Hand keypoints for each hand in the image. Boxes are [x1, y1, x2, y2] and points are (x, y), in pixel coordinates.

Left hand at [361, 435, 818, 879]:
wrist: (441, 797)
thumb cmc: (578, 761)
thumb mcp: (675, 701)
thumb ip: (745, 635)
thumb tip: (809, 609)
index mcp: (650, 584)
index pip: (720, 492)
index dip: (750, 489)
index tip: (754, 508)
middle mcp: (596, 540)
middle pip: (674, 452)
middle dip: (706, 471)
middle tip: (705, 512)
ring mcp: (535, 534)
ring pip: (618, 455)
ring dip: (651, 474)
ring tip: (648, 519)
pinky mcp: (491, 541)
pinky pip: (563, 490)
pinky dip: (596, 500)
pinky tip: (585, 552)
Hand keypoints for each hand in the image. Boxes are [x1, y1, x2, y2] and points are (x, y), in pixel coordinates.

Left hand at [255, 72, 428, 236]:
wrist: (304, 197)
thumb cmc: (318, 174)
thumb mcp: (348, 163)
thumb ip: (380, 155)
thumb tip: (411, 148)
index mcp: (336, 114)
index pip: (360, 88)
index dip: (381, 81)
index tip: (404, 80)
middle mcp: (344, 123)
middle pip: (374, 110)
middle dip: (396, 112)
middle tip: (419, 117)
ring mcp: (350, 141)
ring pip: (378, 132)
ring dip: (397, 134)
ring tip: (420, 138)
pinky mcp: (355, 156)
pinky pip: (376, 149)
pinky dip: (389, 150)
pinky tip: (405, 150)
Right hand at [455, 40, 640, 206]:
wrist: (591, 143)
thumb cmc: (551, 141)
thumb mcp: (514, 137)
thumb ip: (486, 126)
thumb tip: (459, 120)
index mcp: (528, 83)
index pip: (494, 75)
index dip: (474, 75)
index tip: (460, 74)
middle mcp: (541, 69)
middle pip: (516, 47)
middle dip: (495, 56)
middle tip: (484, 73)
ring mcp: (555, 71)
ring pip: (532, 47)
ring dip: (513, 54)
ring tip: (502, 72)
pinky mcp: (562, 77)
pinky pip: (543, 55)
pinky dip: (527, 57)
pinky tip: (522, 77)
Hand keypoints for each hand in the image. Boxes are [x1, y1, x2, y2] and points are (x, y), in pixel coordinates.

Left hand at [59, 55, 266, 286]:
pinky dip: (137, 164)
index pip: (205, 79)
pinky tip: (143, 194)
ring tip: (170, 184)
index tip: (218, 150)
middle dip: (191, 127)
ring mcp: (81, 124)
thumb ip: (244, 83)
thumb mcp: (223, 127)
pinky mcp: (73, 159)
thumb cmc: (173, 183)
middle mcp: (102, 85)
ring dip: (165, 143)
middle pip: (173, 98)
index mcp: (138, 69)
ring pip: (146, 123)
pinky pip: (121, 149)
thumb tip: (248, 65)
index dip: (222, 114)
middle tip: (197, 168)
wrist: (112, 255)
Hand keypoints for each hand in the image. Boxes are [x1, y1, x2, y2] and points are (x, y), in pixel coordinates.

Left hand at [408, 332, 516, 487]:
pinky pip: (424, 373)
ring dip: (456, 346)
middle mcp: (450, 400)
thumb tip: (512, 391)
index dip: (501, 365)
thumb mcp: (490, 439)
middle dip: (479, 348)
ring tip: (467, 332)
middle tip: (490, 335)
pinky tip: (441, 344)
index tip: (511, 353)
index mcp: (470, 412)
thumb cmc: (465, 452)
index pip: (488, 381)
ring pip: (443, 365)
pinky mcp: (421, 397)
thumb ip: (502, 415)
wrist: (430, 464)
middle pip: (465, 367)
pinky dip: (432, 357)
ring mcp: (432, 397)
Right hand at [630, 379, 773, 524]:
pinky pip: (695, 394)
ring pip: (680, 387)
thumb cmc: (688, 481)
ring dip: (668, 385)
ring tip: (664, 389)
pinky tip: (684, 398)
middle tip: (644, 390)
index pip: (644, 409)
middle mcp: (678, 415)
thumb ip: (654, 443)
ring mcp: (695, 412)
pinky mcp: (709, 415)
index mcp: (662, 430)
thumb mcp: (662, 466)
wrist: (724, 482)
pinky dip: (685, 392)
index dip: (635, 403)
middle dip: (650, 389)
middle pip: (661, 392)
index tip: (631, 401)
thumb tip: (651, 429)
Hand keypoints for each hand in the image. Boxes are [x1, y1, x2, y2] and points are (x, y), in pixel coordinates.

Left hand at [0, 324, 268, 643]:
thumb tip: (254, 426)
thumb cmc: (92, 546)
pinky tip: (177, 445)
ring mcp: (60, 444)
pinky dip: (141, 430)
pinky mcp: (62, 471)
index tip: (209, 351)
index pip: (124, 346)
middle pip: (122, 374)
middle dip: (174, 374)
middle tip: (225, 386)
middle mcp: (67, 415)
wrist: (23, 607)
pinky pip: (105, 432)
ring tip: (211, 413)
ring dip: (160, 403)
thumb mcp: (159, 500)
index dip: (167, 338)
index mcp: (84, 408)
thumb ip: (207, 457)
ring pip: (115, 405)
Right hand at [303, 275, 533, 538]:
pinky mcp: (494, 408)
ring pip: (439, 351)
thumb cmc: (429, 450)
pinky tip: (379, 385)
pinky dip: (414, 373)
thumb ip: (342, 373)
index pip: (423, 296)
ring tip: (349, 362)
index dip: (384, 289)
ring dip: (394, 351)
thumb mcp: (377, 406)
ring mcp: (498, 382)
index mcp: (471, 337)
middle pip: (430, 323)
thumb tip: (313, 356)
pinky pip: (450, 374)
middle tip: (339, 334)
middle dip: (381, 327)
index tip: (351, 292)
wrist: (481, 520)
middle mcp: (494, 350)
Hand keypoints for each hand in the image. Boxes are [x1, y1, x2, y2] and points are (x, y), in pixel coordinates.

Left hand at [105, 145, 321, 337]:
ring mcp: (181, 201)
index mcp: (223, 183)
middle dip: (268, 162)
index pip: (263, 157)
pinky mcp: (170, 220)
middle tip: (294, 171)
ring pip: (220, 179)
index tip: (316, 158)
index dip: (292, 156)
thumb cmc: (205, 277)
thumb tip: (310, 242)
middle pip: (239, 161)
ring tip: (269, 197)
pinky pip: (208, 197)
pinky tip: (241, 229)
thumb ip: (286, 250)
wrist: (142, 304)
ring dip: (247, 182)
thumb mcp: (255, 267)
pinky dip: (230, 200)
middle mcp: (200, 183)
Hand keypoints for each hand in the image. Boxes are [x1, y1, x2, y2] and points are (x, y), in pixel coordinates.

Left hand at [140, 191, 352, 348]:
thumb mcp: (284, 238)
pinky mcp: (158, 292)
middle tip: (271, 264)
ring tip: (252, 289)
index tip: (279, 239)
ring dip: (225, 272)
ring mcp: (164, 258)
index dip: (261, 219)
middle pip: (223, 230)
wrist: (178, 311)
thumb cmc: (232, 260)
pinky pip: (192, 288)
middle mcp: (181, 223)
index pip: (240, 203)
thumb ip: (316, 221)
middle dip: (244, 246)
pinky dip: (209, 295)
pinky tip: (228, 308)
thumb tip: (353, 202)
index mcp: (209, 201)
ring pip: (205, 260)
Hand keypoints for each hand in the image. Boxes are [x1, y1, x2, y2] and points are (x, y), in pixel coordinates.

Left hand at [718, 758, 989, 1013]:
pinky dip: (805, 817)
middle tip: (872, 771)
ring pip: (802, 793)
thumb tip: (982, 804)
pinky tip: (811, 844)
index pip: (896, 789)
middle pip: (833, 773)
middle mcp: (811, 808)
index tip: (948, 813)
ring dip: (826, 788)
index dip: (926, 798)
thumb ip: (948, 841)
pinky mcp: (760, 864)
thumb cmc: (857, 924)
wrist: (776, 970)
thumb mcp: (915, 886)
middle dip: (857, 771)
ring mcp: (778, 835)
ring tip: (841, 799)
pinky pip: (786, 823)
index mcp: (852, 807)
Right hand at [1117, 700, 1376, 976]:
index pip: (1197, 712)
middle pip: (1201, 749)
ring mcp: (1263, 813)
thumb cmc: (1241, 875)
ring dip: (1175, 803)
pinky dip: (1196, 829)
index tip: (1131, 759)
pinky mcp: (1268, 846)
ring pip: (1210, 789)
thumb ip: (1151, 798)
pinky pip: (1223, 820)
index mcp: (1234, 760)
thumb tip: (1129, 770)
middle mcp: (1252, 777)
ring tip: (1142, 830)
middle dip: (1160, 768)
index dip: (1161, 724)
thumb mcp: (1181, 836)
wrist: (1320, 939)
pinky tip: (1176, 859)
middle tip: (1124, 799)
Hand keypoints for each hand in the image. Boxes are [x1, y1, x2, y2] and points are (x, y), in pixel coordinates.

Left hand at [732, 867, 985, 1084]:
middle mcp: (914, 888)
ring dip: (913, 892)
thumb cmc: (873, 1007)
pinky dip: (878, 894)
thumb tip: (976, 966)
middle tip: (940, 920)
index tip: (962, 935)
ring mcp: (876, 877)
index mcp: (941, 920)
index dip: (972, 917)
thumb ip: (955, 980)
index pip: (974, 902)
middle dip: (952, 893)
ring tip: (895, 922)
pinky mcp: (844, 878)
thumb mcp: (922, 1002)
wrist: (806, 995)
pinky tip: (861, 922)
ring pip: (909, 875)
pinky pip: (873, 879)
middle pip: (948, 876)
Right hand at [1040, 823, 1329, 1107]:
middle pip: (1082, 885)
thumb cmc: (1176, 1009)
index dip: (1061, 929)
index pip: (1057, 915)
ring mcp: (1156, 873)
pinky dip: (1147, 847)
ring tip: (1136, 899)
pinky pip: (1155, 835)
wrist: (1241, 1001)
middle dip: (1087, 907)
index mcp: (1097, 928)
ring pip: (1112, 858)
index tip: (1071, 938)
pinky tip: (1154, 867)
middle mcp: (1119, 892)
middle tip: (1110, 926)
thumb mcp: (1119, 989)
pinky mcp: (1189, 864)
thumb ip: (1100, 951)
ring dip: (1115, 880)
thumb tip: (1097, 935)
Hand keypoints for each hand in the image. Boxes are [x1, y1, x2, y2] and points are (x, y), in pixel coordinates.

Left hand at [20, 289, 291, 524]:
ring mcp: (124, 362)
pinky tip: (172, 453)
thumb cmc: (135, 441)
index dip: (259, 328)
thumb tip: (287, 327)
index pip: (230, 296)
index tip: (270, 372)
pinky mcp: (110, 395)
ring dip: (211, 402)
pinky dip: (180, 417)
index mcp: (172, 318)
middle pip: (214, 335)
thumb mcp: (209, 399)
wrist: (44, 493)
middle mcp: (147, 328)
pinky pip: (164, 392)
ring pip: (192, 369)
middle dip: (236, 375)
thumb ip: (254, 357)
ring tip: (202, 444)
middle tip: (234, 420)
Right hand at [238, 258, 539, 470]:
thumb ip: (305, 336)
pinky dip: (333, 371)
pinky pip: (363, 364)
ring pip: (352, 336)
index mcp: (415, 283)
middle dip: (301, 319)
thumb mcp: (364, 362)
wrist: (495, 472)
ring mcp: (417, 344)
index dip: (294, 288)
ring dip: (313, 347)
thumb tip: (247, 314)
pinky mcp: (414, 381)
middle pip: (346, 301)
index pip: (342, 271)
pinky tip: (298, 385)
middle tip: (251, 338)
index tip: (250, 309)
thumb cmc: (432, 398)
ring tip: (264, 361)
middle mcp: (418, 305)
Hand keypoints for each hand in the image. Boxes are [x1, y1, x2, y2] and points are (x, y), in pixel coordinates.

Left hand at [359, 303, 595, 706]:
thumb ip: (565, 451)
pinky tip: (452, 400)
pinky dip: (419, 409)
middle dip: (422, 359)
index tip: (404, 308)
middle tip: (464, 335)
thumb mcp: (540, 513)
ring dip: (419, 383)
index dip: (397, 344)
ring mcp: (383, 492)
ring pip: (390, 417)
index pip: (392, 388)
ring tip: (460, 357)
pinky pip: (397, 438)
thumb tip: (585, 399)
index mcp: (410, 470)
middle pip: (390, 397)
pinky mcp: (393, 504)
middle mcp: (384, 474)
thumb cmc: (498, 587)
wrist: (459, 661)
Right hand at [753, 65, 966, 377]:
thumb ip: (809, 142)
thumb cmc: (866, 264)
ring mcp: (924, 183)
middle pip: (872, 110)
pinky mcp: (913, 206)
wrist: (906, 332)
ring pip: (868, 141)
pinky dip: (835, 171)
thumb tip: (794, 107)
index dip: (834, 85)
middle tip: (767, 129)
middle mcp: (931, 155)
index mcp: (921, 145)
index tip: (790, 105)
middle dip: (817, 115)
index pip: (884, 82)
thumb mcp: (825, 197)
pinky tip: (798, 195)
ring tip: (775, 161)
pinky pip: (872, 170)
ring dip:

----

Reproduce verbatim the lines above, from the line with "middle tip: (339, 334)" through the line with "pinky dip: (230, 200)".

middle tip: (339, 334)
middle dip: (381, 327)
index tip: (351, 292)
wrist: (481, 520)
middle mcp: (494, 350)
Hand keypoints for each hand in the image. Boxes are [x1, y1, x2, y2] and points are (x, y), in pixel coordinates.

Left hand at [105, 145, 321, 337]:
ring mcp: (181, 201)
index mcp: (223, 183)
middle dip: (268, 162)
index pip: (263, 157)
pinky mcp: (170, 220)
middle tip: (294, 171)
ring pip: (220, 179)
index tip: (316, 158)
index dip: (292, 156)
thumb cmc: (205, 277)
thumb tip: (310, 242)
middle pip: (239, 161)
ring tip: (269, 197)
pinky pip: (208, 197)
pinky tip: (241, 229)
thumb ip: (286, 250)
wrist: (142, 304)
ring dip: (247, 182)
thumb mcp: (255, 267)
pinky dip: (230, 200)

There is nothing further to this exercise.